ONC+ Developer's Guide

Port Monitor Support

Port monitors such as inetd and listen can monitor network addresses for specified RPC services. When a request arrives for a particular service, the port monitor spawns a server process. After the call has been serviced, the server can exit. This technique conserves system resources. The main server function generated by rpcgen allows invocation by inetd. See "Using inetd" for details.

It may be useful for services to wait for a specified interval after satisfying a service request, in case another request follows. If there is no call in the specified time, the server exits, and some port monitors, like inetd, continue to monitor for the server. If a later request for the service occurs, the port monitor gives the request to a waiting server process (if any), rather than spawning a new process.


Note -

When monitoring for a server, some port monitors, like listen(), always spawn a new process in response to a service request.

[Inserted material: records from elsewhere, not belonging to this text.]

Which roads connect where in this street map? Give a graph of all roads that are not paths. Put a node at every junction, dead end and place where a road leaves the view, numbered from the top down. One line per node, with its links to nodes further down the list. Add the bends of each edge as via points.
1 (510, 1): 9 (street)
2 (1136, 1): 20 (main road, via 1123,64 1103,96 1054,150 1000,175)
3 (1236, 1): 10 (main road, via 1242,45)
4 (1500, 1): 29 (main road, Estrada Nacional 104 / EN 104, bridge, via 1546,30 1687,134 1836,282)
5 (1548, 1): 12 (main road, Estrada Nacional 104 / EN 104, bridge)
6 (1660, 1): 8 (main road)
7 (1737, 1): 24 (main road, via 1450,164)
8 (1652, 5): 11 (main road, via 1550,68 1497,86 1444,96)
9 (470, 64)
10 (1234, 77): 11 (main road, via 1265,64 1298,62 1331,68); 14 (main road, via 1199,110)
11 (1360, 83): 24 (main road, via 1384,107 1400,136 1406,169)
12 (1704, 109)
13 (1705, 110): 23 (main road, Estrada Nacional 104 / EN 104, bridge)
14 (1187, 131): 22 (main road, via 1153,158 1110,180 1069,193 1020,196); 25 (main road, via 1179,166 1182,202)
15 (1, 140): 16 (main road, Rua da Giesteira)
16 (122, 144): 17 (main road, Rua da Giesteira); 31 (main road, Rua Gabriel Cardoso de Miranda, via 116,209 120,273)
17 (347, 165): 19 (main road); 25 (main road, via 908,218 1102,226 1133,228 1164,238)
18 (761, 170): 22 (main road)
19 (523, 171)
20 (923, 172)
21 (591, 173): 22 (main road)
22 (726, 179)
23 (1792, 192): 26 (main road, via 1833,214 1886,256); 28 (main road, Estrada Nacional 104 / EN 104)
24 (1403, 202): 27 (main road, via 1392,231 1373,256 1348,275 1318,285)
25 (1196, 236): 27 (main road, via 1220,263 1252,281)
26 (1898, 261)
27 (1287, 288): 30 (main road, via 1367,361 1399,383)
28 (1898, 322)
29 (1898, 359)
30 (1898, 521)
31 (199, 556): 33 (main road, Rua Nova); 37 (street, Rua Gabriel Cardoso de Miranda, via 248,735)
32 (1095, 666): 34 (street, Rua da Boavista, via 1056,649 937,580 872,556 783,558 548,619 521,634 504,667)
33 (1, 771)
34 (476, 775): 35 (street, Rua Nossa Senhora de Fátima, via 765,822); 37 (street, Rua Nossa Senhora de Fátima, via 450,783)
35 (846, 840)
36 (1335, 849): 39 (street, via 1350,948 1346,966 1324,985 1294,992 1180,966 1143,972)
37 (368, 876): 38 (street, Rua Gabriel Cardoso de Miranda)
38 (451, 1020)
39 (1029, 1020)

If a server is used with such a monitor, it should exit immediately on completion.


By default, services created using rpcgen wait for 120 seconds after servicing a request before exiting. The programmer can change the interval with the -K flag. In this example,

$ rpcgen -K 20 proto.x

the server waits for 20 seconds before exiting. To create a server that exits immediately, zero value can be used for the interval period:

$ rpcgen -K 0 proto.x.

To create a server that never exits, the value is -K -1.